If Plesk suddenly refuses to issue or renew a Let's Encrypt certificate with the message "too many failed authorizations recently", the panel itself isn't broken — you've hit a rate limit enforced directly by Let's Encrypt's servers. This guide explains exactly what triggers the limit, why waiting alone often isn't enough, and how to fix the underlying validation failure so it doesn't happen again on the next renewal cycle.
What This Error Actually Means
Let's Encrypt enforces a "Failed Validation" limit: a maximum of 5 failed domain validation attempts per account, per hostname, within a rolling one-hour window.

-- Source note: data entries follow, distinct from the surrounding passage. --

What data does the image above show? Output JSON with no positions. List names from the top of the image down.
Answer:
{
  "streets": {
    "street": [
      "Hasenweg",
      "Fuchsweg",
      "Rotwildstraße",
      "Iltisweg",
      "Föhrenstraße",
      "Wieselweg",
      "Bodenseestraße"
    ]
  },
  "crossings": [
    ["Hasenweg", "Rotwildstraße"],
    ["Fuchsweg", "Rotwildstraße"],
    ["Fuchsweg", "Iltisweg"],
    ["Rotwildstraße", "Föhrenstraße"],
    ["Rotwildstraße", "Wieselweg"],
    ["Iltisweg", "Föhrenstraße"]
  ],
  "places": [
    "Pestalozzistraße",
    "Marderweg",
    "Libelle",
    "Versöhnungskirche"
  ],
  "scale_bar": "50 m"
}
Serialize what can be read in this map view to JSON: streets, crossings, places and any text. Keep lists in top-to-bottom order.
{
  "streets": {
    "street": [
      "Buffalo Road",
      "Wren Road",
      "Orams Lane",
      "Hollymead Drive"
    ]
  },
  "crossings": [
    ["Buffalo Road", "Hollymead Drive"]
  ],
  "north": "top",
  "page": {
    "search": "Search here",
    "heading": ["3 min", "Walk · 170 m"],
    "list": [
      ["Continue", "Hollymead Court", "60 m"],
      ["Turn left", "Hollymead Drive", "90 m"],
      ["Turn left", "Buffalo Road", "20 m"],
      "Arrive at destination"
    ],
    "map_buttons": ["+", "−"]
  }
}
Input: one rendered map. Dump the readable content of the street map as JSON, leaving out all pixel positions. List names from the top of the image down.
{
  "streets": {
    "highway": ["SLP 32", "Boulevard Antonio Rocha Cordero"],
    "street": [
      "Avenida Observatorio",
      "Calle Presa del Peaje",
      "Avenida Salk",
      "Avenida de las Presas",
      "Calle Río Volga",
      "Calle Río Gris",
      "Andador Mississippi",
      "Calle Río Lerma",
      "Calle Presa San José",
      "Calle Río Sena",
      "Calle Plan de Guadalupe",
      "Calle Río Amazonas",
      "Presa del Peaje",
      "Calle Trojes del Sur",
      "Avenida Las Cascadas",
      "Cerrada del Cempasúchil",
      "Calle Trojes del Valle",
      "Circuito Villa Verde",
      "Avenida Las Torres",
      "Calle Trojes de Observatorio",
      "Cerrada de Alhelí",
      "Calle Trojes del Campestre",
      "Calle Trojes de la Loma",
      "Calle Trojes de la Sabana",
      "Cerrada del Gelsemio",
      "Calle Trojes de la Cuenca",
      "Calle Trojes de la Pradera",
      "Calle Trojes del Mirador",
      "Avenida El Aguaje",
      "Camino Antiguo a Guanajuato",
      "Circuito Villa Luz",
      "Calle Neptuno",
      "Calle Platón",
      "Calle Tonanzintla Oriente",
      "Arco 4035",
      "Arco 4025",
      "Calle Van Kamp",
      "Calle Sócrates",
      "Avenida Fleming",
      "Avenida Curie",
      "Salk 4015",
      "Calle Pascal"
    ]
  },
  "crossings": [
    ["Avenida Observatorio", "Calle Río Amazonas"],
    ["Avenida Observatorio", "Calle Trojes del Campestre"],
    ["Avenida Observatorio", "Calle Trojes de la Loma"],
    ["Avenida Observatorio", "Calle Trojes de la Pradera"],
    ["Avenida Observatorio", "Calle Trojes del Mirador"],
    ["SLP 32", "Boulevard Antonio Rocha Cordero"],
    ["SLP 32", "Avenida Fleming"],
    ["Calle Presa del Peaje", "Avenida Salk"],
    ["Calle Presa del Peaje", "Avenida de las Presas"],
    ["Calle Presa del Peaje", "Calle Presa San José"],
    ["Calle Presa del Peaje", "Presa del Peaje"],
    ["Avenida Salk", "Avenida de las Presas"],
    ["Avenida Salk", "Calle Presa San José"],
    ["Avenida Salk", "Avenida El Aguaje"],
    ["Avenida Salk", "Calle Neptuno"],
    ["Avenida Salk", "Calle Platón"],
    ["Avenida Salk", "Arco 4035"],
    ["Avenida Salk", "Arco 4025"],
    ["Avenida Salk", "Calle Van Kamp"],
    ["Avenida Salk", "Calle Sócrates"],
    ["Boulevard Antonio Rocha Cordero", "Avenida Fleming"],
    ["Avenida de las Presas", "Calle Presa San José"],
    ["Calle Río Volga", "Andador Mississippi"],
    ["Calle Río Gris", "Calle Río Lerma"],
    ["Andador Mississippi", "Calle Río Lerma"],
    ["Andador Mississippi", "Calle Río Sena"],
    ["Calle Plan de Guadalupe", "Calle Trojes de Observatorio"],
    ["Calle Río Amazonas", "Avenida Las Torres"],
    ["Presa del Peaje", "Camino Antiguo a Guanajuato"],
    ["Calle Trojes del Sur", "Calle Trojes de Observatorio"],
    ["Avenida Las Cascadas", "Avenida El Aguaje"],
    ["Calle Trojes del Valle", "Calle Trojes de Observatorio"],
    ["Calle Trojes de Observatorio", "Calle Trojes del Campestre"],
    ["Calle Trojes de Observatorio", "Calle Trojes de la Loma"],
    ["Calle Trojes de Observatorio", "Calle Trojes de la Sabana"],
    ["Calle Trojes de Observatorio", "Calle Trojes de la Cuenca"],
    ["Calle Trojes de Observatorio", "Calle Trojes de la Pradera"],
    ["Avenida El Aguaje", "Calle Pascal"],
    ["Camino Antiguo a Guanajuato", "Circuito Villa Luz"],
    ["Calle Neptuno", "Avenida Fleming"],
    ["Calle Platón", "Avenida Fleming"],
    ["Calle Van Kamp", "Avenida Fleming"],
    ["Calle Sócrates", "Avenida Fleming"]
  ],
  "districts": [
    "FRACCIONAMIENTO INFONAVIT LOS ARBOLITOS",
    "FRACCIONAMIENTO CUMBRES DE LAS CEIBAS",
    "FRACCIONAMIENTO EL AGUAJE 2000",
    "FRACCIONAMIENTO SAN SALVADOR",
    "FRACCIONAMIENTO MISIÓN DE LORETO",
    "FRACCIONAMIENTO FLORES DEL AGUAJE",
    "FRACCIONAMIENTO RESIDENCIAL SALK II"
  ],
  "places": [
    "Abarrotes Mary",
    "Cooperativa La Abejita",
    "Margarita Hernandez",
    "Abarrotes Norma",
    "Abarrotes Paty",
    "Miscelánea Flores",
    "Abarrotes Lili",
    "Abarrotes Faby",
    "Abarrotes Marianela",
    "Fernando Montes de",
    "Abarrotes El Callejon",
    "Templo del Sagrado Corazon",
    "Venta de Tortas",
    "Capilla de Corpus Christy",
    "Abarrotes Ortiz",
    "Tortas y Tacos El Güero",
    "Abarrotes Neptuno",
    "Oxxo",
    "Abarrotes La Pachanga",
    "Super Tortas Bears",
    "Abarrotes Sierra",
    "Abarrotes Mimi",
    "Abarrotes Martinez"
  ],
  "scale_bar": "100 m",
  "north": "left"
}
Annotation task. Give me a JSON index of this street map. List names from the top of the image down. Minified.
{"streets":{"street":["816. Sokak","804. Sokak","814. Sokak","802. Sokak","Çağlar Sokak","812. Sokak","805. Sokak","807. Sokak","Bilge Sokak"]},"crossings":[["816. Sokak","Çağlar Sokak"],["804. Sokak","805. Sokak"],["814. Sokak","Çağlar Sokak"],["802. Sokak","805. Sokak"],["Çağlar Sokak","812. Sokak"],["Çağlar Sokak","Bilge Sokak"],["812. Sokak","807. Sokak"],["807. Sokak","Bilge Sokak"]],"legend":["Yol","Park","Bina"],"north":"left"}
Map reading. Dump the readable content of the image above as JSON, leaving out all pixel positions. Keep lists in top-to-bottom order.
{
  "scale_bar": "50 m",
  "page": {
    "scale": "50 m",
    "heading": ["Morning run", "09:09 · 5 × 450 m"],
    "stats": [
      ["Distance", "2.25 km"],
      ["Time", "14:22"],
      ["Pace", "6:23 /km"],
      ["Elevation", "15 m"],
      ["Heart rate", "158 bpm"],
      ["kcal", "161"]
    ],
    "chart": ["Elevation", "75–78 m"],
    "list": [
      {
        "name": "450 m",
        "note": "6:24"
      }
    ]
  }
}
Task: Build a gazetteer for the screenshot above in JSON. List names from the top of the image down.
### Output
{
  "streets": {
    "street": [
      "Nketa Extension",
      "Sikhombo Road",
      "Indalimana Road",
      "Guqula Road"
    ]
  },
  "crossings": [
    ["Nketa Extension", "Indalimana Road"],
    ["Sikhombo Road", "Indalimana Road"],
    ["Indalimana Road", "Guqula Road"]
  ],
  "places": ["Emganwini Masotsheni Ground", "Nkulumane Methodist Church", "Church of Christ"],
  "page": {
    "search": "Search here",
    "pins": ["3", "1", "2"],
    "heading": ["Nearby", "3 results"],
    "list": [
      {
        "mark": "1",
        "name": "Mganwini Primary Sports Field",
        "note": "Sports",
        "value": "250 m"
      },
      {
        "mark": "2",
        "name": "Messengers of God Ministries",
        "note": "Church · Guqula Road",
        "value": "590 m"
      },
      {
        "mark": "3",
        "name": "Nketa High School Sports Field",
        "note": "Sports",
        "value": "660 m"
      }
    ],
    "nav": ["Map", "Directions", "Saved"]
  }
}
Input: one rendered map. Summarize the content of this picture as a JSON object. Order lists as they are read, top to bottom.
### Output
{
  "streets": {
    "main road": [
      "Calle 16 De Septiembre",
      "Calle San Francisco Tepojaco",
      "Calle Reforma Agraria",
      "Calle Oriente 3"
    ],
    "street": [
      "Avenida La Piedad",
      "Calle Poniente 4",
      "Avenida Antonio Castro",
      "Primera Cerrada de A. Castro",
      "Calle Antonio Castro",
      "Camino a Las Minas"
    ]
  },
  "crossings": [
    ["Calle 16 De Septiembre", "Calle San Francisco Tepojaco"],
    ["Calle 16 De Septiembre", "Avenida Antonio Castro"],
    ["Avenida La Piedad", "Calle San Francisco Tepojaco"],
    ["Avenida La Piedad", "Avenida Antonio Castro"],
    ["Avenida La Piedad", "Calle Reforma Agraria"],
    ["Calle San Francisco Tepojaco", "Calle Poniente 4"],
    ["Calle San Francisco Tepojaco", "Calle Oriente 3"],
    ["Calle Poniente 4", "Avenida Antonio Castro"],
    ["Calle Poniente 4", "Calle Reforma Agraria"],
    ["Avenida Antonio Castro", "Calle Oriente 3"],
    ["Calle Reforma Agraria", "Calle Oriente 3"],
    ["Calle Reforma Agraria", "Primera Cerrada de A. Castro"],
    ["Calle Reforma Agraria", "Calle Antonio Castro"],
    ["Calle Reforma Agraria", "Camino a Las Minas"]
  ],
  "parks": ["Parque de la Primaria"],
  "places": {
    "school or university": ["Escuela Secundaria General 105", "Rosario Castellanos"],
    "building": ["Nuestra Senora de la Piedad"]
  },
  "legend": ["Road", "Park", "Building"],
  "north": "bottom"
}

Once you hit that limit, every further request for the same domain is rejected immediately with this exact error message, regardless of whether the underlying issue has since been fixed.
Crucially, this limit is enforced on Let's Encrypt's side, not Plesk's. There's no admin toggle, no panel setting, and no support ticket to Plesk that can reset it. The only two ways forward are waiting out the one-hour window, or fixing the root cause so the very next attempt succeeds instead of adding a sixth failure to the count.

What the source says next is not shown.